または、大学が募集定員そのものを増やす、という作戦もあります。もちろんそれに見合うだけの教員や教室を準備しなくてはいけませんが、定員を超過するという「リスク」を避けることができます。定員が増えると合格ラインが下がるのでは、と考えられがちです。しかし実は昨年度、定員以上入学させた大学が、その現状に合わすために定員を増やしたケースでは、今年度の合格者数は昨年度より増えるわけではありません。つまり志願者数が大きく変動しない限り、あまり合否ラインに変化は無いと考えるべきでしょう。一方、昨年度まで定員に達していないのに、将来の志願者増を見越して先に増員している大学もあります。その場合は合否ラインが多少下がるとみてもいいかもしれません。

 

定員増の規模の大きい順に近畿圏の大学を並べてみました。昨年度入試でも高倍率になるなどの勢いのある大学もみられます。受験校選びの参考になさってください。

 

同志社大学 一般選抜入試について

2016年11月21日 月曜日

そろそろ私立大学の一般入試に向けた出願が始まります。

同志社大学では正月明けの1月4日~1月13日(大学入試センター試験の前日)までが出願期間となっています。

試験日程は2月4日から2月10日まで、連続で1週間行われます。学部ごとに試験日程が異なりますが、学部を選ばなければ7回受験することも可能です。昨年度の同志社の志願者数は5万人以上と発表されていますが、これは実人数が5万人という意味ではなく、延べ人数です。実際には一人で複数回出願している受験生も多く、4回以上の受験も珍しくありません。

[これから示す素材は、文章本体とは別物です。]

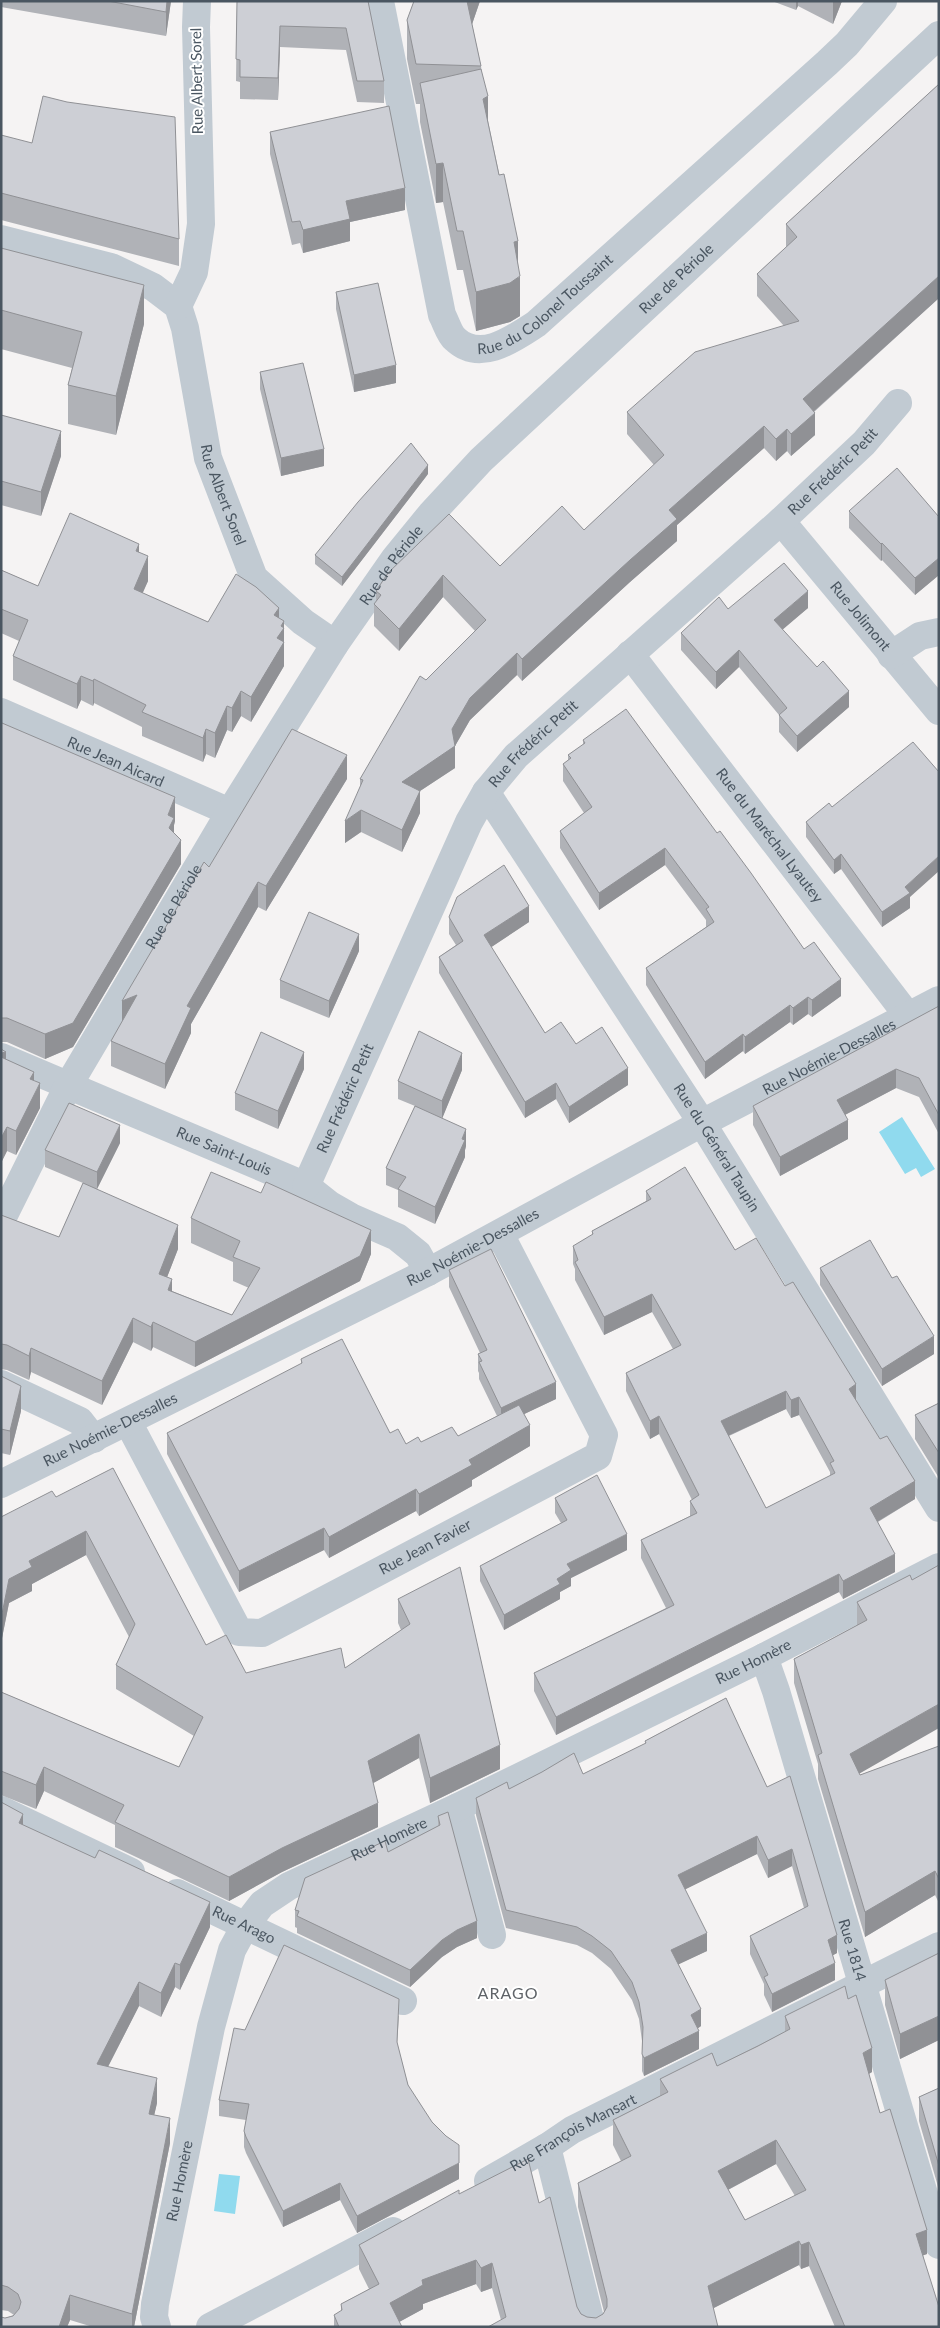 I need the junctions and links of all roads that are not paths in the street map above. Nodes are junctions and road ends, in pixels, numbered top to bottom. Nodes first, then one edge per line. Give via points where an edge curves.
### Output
1 (198, 1) edge
2 (380, 1) edge
3 (883, 1) edge
4 (939, 35) edge
5 (1, 239) edge
6 (178, 306) junction
7 (898, 403) dead end
8 (781, 521) junction
9 (939, 632) edge
10 (335, 644) junction
11 (630, 654) junction
12 (891, 655) junction
13 (939, 711) edge
14 (1, 712) edge
15 (486, 792) junction
16 (230, 812) junction
17 (939, 1000) edge
18 (908, 1016) junction
19 (1, 1057) edge
20 (68, 1086) junction
21 (702, 1122) junction
22 (306, 1186) junction
23 (1, 1222) edge
24 (500, 1234) junction
25 (428, 1272) junction
26 (1, 1384) edge
27 (128, 1422) junction
28 (94, 1439) junction
29 (1, 1484) edge
30 (939, 1508) edge
31 (939, 1567) edge
32 (764, 1657) junction
33 (458, 1807) junction
34 (1, 1810) edge
35 (244, 1926) junction
36 (492, 1935) dead end
37 (939, 1946) edge
38 (862, 1985) junction
39 (403, 2001) dead end
40 (547, 2147) junction
41 (468, 2192) edge
42 (416, 2219) edge
43 (939, 2245) edge
44 (157, 2327) edge
45 (210, 2327) edge
46 (592, 2327) edge

1 - 6 street, Rue Albert Sorel via 196,47 201,224 194,272
2 - 3 street, Rue du Colonel Toussaint via 442,315 454,338 469,348 484,350 512,341 536,324 847,44
4 - 10 street, Rue de Périole via 481,460 395,558
5 - 6 street via 111,267 153,287
6 - 10 street, Rue Albert Sorel via 208,458 254,578 303,622
7 - 8 street, Rue Frédéric Petit via 864,443
8 - 11 street, Rue Frédéric Petit
8 - 12 street, Rue Jolimont
9 - 12 street via 920,636
10 - 16 street, Rue de Périole
11 - 15 street, Rue Frédéric Petit via 516,756
11 - 18 street, Rue du Maréchal Lyautey
12 - 13 street, Rue Jolimont
14 - 16 street, Rue Jean Aicard
15 - 21 street, Rue du Général Taupin
15 - 22 street, Rue Frédéric Petit via 465,830
16 - 20 street, Rue de Périole
17 - 18 street, Rue Noémie-Dessalles
18 - 21 street, Rue Noémie-Dessalles
19 - 20 street, Rue Saint-Louis
20 - 22 street, Rue Saint-Louis
20 - 23 street, Rue de Périole
21 - 24 street, Rue Noémie-Dessalles
21 - 30 street, Rue du Général Taupin
22 - 25 street, Rue Saint-Louis via 344,1213 397,1237 418,1254
24 - 25 street, Rue Noémie-Dessalles
24 - 27 street, Rue Jean Favier via 604,1435 598,1456 262,1633 239,1632
25 - 27 street, Rue Noémie-Dessalles
26 - 28 street via 80,1421
27 - 28 street, Rue Noémie-Dessalles
28 - 29 street, Rue Noémie-Dessalles
31 - 32 street, Rue Homère
32 - 33 street, Rue Homère
32 - 38 street, Rue 1814
33 - 35 street, Rue Homère via 289,1886 262,1904
33 - 36 street
34 - 35 street, Rue Arago
35 - 39 street, Rue Arago
35 - 44 street, Rue Homère via 232,1950 211,2027 155,2304
37 - 38 street, Rue François Mansart
38 - 40 street, Rue François Mansart via 572,2130
38 - 43 street, Rue 1814
40 - 41 street, Rue François Mansart
40 - 46 street
42 - 45 street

実は3回以上受験した生徒の合格率は1回だけ受験した受験生よりもはるかに高くなるというデータがあります。それは、回を重ねると問題の傾向や解答方式に慣れる、試験会場までの道順で迷うことが無い、などメンタル面でのメリットもありますが、たとえば英語の長文問題では、自分の興味関心のある主題の文章が出題された時には内容が理解しやすく、いつもより問題がスムーズに解けるなど、複数回受験した方が、自分にフィットする問題に当たる率が上がるので、合格率があがるというわけです。

この時期は他の大学の入試も行われているので、1週間すべてを同志社大学に費やすことはできないかもしれませんが、ここを第一志望にしている受験生は、できるだけ多く受験できるように日程を組み立ててみては如何でしょうか。

 

大学のネット出願について

2016年11月17日 木曜日

ここ数年で一気に広がった大学のネット出願(Web出願)についてです。紙の願書ですと、住所や氏名を書き込むだけでも緊張しますので一苦労ですが、その後、実は方式によって提出するべき用紙が違っていた、となるともう一度同じことを書くなど、地味な作業に時間が取られたものです。今ではネット出願が一般化してきましたので、書店に大学の願書が並ぶという光景を見ることも無くなってきました。

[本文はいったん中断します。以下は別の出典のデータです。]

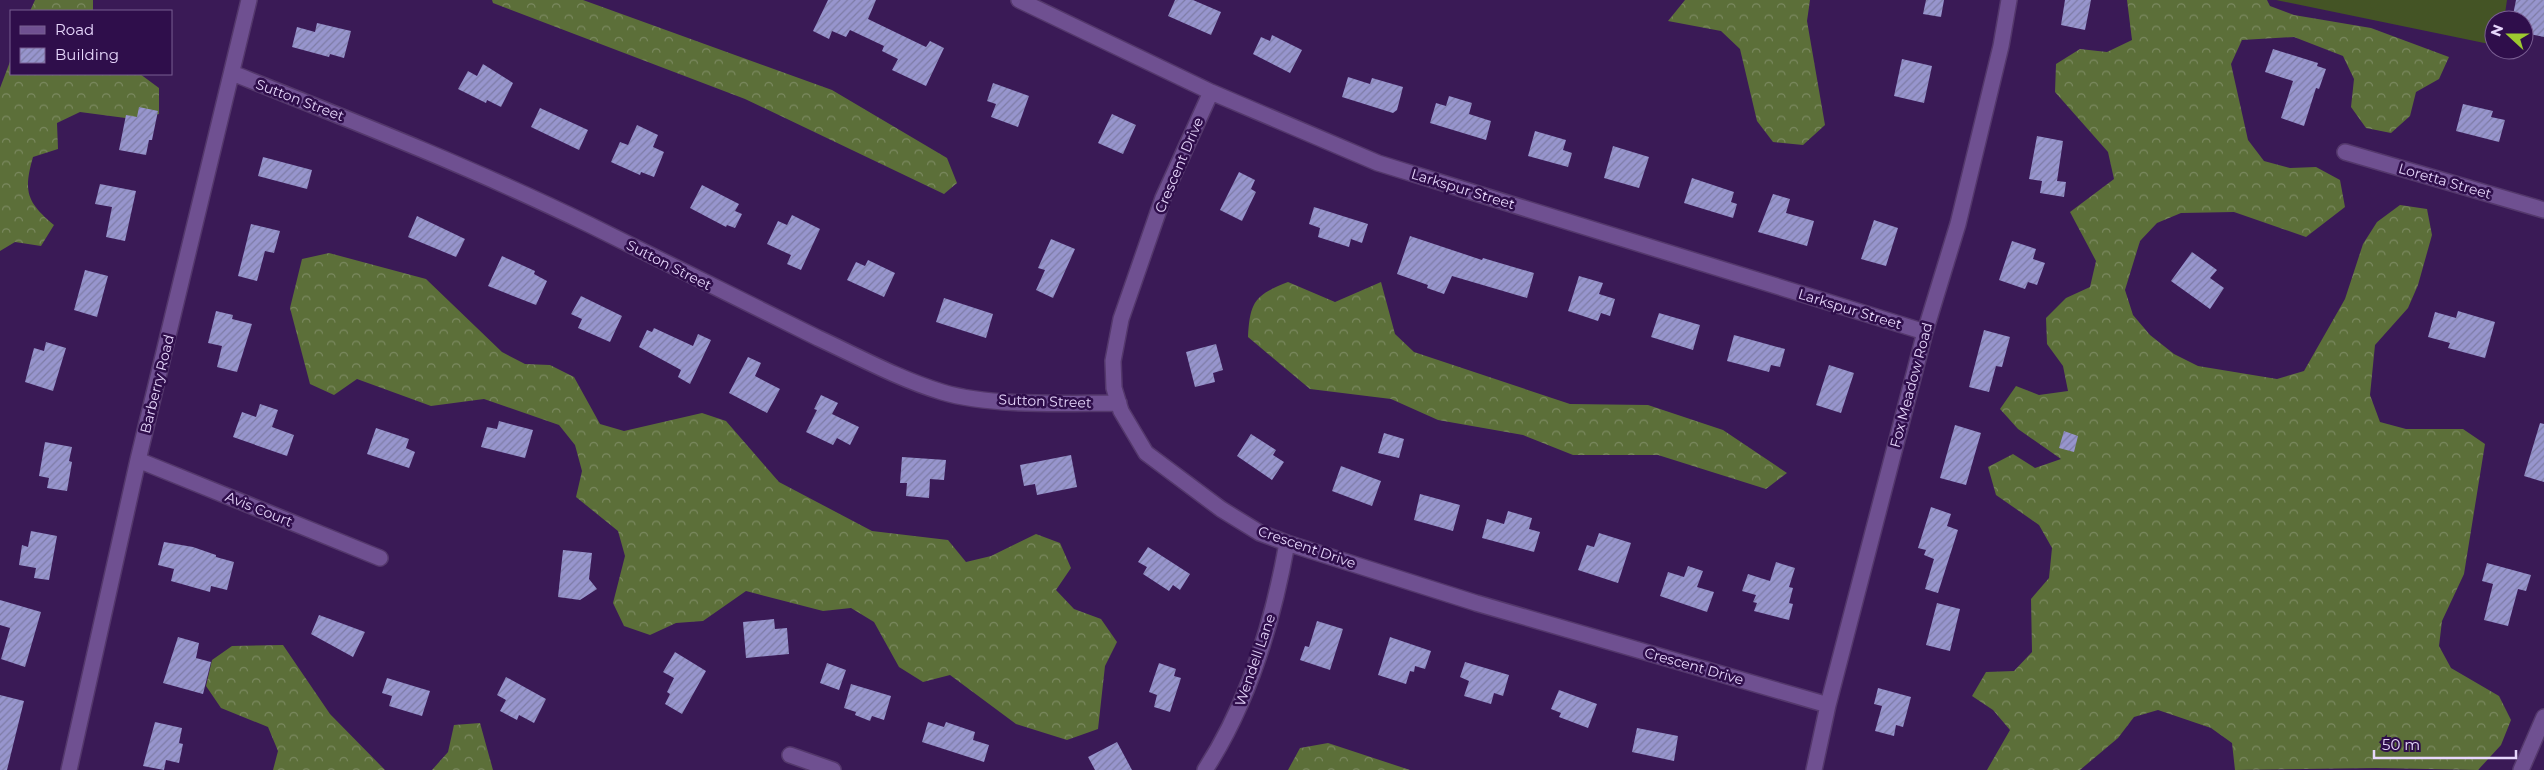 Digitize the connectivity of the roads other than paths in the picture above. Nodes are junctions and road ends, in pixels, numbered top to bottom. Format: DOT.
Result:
graph roads {
  1 [pos="249,0"];
  2 [pos="1019,0"];
  3 [pos="2009,0"];
  4 [pos="232,73"];
  5 [pos="1211,92"];
  6 [pos="2345,152"];
  7 [pos="2544,210"];
  8 [pos="1925,332"];
  9 [pos="1119,403"];
  10 [pos="138,460"];
  11 [pos="1287,543"];
  12 [pos="380,558"];
  13 [pos="1828,705"];
  14 [pos="2544,717"];
  15 [pos="790,754"];
  16 [pos="69,770"];
  17 [pos="833,770"];
  18 [pos="1205,770"];
  19 [pos="1814,770"];
  20 [pos="2521,770"];
  1 -- 4 [label="street, Barberry Road"];
  2 -- 5 [label="street, Larkspur Street"];
  3 -- 8 [label="street, Fox Meadow Road"];
  4 -- 9 [label="street, Sutton Street"];
  4 -- 10 [label="street, Barberry Road"];
  5 -- 8 [label="street, Larkspur Street"];
  5 -- 9 [label="street, Crescent Drive"];
  6 -- 7 [label="street, Loretta Street"];
  8 -- 13 [label="street, Fox Meadow Road"];
  9 -- 11 [label="street, Crescent Drive"];
  10 -- 12 [label="street, Avis Court"];
  10 -- 16 [label="street, Barberry Road"];
  11 -- 13 [label="street, Crescent Drive"];
  11 -- 18 [label="street, Wendell Lane"];
  13 -- 19 [label="street, Fox Meadow Road"];
  14 -- 20 [label="street"];
  15 -- 17 [label="street"];
}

ネット出願は受験日ぎりぎりまで出願できることや、受験料の払い込みや郵送のために銀行や郵便局が営業している時間内に出向く手間が省けるなどの利点がありますが、それに加えて複数出願するときの受験料が自動で計算してもらえるというメリットもあります。

摂南大学の「スマート出願」というネット出願の案内によりますと、受験料が自動で計算される以上に、公募推薦で合格した受験生がさらに「特別奨学生」を目指して一般入試を受ける場合や、英検などの資格保持優遇制度など、複雑な制度も出願時に選ぶことができるというシステムになっています。

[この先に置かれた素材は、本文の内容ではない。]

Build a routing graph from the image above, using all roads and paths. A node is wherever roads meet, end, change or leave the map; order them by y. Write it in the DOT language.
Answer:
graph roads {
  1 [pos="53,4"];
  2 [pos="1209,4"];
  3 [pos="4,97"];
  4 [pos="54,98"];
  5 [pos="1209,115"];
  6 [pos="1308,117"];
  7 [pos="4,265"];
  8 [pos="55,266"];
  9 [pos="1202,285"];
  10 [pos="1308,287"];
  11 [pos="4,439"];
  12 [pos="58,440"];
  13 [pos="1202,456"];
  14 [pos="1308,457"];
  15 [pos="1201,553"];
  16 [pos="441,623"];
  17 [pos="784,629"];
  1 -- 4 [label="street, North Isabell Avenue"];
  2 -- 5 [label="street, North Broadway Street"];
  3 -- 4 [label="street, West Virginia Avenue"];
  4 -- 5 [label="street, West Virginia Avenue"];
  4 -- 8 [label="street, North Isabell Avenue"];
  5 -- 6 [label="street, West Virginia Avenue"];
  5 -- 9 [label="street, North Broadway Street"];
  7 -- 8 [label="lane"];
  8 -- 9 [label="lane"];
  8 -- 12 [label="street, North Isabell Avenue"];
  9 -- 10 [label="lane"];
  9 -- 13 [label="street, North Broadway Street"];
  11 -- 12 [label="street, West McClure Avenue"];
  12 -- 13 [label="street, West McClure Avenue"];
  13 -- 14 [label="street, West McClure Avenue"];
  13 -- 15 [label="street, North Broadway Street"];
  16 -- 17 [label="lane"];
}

要項をじっくり読まなくても、画面上で理解しながら出願できるようになっていますが、特別推薦など、紙の願書だけで出願できる方法が残っている大学などもありますので、やはり募集要項をよく読んで理解しておいた方が無難だと思います。

ネット出願をする際に、保護者のメールアドレスや、クレジットカードの番号入力が必要な場合もありますので、おうちの方と一緒に入力するようにしましょう。